Published in final edited form as: Nat Med. 2019 Jul 15;25(8):1301–1309. doi: 10.1038/s41591-019-0508-1

Fig. 1 |. Overview of the data and proposed deep learning framework presented in this study.

Fig. 1 |

a, Description of the datasets. This study is based on a total of 44,732 slides from 15,187 patients across three different tissue types: prostate, skin and axillary lymph nodes. The prostate dataset was divided into in-house slides and consultation slides to test for staining bias. The class imbalance varied from 1:4 for prostate to 1:3 for breast. A total of 17,661 slides were submitted to MSK from more than 800 outside institutions in 45 countries for a second opinion. To put the size of our dataset into context, the last column shows a comparison, in terms of the pixel count, with ImageNet—the state of the art in computer vision, containing over 14 million images. b, Left, hematoxylin and eosin slide of a biopsy showing prostatic adenocarcinoma. The diagnosis can be based on very small foci of cancer that account for <1% of the tissue surface.

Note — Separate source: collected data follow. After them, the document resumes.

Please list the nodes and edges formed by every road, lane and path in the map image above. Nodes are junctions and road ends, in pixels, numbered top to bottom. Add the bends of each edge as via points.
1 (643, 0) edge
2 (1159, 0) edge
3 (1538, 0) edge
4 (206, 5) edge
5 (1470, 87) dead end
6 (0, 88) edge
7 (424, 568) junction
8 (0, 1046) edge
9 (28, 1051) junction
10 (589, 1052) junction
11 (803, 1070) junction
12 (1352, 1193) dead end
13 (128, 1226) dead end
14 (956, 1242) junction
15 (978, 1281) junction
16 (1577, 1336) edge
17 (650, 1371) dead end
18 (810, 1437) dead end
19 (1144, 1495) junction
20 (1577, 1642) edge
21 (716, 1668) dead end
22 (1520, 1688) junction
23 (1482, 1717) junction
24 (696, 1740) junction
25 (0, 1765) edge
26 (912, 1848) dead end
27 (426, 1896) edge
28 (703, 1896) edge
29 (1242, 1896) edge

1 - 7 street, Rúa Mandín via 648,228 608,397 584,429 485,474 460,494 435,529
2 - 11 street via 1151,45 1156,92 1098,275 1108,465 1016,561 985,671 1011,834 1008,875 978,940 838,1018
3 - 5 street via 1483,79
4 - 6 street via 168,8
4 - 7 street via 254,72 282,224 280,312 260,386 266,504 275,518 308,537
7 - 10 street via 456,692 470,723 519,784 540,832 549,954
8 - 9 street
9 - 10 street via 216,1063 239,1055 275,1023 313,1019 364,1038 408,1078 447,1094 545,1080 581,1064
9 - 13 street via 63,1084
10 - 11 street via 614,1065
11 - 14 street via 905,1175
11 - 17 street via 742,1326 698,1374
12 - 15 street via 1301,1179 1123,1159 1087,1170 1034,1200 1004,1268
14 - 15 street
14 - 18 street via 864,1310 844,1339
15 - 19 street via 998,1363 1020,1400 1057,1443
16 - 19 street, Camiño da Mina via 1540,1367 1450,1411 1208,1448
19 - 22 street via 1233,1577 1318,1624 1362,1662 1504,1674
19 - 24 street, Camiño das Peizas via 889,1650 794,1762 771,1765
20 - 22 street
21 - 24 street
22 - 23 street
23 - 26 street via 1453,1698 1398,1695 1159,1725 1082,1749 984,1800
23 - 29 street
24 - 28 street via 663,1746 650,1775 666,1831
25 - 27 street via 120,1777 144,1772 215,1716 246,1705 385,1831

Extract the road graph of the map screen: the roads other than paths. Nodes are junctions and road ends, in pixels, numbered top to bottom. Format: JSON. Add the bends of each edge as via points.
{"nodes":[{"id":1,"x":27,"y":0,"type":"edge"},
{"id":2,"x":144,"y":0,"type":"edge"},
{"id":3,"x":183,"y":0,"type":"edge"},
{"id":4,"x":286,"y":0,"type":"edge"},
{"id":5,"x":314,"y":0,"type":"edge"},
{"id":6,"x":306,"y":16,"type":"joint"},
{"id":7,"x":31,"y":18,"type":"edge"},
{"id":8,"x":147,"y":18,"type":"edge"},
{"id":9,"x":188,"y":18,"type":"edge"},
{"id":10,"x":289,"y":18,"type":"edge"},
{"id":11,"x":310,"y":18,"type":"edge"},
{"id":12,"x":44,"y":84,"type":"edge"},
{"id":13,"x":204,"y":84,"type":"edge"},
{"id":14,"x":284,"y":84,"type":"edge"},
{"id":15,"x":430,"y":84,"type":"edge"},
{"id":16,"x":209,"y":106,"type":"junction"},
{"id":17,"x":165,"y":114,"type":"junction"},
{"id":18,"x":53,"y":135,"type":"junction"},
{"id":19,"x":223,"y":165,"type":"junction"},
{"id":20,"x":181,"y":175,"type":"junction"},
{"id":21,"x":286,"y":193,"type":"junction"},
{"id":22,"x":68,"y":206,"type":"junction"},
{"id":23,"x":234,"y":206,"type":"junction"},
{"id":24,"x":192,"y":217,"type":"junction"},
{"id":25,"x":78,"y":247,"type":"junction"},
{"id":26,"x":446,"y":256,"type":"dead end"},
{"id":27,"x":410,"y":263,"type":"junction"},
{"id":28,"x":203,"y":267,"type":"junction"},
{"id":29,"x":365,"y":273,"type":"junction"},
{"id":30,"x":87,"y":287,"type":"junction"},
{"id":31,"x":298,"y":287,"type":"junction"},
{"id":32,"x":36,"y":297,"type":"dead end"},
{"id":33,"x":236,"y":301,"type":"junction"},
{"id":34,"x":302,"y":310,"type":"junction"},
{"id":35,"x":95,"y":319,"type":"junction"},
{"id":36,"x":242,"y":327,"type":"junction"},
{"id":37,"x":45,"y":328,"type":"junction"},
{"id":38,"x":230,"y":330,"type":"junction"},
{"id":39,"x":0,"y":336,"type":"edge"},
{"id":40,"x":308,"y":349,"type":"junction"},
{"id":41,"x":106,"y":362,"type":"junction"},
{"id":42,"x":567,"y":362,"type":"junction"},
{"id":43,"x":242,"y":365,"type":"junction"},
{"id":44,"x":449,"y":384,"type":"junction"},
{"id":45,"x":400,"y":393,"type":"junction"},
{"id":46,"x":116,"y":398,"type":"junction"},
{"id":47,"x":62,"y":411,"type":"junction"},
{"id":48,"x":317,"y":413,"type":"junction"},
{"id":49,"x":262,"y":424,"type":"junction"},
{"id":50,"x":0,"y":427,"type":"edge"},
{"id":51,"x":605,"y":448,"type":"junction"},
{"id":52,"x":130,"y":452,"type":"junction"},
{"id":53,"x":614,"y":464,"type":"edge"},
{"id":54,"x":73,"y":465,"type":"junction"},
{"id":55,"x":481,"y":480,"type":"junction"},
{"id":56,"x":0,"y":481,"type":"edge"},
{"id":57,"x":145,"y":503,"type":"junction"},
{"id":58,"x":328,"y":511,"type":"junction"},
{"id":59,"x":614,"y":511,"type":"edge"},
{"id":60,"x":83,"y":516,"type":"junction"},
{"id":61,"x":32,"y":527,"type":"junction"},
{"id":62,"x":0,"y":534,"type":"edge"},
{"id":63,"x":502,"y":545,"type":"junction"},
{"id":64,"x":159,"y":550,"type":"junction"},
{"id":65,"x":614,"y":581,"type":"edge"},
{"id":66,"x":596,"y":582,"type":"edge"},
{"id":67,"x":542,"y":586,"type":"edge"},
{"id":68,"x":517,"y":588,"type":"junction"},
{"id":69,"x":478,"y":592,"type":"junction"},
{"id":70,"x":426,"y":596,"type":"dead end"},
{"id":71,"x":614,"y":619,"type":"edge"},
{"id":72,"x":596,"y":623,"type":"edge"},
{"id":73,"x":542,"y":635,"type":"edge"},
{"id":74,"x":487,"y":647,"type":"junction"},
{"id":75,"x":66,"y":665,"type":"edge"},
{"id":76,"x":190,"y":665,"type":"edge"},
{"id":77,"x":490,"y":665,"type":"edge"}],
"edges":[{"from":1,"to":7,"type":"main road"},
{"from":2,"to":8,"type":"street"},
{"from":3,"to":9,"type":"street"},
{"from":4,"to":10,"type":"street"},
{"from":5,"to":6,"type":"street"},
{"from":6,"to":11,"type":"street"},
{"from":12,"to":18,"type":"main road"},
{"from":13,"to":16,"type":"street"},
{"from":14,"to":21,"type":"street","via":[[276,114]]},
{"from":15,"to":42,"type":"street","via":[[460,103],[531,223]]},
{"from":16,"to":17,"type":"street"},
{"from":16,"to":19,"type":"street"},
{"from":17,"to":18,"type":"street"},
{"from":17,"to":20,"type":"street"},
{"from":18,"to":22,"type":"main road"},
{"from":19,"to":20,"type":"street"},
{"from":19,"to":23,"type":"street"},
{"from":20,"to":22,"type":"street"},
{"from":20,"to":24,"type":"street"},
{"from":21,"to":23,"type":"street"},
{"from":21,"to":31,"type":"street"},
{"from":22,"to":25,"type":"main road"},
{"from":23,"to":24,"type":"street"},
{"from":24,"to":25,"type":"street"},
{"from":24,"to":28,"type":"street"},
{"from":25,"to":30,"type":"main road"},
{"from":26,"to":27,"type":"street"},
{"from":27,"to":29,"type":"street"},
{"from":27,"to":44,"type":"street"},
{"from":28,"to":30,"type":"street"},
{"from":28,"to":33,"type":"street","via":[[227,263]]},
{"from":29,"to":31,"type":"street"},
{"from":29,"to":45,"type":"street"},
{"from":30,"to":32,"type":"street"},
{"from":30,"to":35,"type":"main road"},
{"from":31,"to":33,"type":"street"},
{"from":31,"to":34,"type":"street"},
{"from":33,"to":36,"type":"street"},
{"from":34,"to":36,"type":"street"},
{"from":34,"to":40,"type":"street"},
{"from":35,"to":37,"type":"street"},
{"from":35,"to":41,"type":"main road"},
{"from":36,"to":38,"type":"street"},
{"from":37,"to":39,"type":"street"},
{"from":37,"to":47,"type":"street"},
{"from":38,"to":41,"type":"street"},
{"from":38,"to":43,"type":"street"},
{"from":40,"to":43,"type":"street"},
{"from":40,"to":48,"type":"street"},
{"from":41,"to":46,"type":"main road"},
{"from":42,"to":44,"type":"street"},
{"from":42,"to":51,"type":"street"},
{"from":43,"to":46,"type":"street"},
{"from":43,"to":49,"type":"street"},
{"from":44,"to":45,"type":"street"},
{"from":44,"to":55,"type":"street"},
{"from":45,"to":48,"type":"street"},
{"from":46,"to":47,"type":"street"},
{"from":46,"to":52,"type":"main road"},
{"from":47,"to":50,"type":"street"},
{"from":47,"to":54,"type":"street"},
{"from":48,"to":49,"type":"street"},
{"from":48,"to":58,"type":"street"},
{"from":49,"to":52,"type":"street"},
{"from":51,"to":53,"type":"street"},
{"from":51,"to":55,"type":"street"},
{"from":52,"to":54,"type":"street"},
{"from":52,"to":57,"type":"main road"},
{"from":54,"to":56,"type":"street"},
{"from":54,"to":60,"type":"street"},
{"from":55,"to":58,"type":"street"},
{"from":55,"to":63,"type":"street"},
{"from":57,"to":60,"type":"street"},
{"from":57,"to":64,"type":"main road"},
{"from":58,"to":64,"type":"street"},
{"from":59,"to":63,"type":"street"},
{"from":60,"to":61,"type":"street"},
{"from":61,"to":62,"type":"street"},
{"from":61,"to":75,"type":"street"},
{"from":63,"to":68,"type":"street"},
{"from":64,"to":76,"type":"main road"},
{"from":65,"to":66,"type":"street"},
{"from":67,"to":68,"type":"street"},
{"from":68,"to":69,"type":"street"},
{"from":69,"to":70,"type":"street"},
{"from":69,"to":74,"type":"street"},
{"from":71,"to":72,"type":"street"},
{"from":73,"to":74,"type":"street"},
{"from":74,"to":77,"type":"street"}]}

In the slide to the left, only about six small tumor glands are present. The right-most image shows an example of a malignant gland. Its relation to the entire slide is put in perspective to reiterate the difficulty of the task. c, The MIL training procedure includes a full inference pass through the dataset, to rank the tiles according to their probability of being positive, and learning on the top-ranking tiles per slide. CNN, convolutional neural network. d, Slide-level aggregation with a recurrent neural network (RNN). The S most suspicious tiles in each slide are sequentially passed to the RNN to predict the final slide-level classification.